(Stored items from a collection)

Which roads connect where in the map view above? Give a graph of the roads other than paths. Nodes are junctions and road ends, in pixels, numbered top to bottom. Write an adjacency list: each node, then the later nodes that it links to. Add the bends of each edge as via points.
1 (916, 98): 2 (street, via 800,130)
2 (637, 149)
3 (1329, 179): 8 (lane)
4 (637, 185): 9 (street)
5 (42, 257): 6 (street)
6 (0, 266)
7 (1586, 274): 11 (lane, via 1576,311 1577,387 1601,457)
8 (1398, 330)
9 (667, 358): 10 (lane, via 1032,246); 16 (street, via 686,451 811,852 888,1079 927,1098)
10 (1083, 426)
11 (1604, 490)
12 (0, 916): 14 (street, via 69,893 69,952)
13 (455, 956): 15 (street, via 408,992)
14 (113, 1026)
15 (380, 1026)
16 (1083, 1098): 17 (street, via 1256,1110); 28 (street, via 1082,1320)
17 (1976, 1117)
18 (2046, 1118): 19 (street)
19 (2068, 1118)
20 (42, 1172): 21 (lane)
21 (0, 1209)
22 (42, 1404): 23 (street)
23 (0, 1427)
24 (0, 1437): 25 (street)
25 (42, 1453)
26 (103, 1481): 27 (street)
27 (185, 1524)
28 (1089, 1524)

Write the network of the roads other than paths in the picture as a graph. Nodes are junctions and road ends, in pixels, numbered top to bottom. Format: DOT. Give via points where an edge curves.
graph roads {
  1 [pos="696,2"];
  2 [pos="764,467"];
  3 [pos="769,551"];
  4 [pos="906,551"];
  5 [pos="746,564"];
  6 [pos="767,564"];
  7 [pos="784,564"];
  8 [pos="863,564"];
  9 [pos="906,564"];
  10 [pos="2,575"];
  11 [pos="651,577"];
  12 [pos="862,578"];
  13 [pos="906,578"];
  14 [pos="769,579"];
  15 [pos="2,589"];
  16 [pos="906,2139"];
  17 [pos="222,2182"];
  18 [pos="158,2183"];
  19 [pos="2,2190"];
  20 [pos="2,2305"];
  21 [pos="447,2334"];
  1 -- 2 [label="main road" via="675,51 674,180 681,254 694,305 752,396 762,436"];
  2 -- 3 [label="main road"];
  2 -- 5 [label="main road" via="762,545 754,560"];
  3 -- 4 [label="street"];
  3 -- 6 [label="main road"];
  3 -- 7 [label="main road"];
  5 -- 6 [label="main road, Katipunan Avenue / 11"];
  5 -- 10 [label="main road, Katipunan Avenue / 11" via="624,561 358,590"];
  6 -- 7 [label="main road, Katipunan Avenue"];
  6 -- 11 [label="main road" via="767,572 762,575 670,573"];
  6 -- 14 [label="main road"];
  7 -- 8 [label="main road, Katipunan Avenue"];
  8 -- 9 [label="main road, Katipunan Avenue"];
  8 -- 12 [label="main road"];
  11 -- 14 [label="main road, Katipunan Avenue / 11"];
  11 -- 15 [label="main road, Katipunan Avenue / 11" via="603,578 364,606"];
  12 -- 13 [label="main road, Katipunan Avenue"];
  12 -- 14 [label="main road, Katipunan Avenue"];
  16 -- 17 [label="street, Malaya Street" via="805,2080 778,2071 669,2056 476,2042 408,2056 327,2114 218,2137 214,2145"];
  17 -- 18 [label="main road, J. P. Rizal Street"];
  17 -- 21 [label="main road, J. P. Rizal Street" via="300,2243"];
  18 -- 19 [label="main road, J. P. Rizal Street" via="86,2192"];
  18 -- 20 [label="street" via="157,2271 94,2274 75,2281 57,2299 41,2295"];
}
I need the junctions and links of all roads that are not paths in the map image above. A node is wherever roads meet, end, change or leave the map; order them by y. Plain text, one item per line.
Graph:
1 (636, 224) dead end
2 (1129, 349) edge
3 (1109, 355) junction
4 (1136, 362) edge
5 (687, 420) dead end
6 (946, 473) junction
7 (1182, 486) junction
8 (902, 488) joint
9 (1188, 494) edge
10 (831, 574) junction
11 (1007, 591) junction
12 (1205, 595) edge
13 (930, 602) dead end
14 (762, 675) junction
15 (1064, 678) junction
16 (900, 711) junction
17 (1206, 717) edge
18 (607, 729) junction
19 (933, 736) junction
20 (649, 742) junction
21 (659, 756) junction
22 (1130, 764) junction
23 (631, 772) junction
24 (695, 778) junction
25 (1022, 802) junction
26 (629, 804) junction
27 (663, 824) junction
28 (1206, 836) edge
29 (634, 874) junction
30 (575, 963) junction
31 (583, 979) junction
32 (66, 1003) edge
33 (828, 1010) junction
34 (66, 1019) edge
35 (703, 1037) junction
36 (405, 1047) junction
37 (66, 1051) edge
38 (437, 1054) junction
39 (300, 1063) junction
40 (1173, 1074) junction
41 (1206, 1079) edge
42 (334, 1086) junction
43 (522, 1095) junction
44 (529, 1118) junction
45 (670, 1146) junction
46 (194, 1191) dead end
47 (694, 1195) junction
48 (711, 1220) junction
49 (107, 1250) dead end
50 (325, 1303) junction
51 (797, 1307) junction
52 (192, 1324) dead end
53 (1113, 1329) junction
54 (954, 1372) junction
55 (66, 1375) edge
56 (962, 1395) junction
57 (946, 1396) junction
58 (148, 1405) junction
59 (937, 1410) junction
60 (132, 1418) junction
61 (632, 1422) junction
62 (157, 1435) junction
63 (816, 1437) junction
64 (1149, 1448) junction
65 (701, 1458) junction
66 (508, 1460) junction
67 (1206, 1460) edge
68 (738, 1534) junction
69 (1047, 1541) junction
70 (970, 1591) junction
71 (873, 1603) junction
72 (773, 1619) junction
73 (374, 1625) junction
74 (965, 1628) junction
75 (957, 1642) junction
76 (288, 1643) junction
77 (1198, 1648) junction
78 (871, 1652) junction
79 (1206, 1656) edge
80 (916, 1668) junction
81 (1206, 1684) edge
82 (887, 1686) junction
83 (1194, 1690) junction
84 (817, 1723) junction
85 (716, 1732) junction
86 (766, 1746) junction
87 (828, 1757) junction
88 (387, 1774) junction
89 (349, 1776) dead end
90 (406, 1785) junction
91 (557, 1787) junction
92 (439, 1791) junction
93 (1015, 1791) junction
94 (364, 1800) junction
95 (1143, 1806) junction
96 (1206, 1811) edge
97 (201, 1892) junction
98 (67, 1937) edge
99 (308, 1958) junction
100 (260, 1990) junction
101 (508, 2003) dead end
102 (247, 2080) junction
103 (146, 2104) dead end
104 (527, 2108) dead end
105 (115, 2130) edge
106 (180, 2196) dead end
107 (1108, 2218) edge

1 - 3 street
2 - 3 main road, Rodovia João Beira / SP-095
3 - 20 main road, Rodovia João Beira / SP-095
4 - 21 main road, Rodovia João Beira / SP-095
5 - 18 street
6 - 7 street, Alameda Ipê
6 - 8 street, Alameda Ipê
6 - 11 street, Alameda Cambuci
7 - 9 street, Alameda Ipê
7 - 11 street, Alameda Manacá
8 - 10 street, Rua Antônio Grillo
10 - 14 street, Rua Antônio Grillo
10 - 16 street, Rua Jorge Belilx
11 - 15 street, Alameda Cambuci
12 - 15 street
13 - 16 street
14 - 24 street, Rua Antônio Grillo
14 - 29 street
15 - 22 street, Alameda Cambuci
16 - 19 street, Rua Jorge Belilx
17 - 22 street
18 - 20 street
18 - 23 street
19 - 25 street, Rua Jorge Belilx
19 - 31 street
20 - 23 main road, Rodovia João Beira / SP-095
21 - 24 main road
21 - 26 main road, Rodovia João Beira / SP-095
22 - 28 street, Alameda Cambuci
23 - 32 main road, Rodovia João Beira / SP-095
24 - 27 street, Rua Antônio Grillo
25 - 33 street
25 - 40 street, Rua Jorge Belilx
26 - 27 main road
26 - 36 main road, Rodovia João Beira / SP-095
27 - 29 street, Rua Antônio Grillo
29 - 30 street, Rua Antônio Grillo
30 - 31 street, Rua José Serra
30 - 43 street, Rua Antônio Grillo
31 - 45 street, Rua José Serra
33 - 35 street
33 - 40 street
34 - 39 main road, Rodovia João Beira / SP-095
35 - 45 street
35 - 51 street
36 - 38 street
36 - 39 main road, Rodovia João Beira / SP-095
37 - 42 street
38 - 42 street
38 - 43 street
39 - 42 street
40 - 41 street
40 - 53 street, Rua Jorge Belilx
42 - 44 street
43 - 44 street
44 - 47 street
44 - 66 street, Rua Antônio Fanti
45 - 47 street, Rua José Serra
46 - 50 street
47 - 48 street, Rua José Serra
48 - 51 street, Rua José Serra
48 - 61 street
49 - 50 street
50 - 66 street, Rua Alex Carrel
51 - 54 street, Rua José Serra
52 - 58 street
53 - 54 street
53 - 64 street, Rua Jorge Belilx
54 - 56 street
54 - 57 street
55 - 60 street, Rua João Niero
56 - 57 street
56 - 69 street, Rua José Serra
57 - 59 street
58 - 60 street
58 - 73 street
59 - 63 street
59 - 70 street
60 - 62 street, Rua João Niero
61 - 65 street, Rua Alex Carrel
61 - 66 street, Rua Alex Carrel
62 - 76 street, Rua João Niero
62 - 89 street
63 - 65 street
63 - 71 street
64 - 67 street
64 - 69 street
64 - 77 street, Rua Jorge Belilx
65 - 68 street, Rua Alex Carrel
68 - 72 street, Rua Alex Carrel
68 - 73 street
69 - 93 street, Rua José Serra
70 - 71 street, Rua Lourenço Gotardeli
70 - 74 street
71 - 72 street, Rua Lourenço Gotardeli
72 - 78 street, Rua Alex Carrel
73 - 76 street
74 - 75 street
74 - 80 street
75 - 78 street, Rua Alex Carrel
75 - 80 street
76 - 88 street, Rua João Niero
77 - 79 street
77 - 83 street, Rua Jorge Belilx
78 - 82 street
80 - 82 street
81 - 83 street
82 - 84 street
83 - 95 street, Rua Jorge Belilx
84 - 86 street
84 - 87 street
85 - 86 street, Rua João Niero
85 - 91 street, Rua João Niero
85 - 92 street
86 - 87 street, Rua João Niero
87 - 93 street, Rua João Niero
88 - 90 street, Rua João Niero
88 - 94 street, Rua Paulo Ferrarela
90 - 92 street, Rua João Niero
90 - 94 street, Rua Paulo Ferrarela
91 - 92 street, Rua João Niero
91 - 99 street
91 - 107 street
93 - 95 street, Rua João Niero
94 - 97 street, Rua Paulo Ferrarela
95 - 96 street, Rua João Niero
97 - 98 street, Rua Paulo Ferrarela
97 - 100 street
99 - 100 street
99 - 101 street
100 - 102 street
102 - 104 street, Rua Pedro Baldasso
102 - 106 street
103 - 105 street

WHAT TO DO -
Take every line from the records above that has the word "Nodes" and copy it.

ANSWER FOR THIS EXERCISE -
Which roads connect where in the map view above? Give a graph of the roads other than paths. Nodes are junctions and road ends, in pixels, numbered top to bottom. Write an adjacency list: each node, then the later nodes that it links to. Add the bends of each edge as via points.
Write the network of the roads other than paths in the picture as a graph. Nodes are junctions and road ends, in pixels, numbered top to bottom. Format: DOT. Give via points where an edge curves.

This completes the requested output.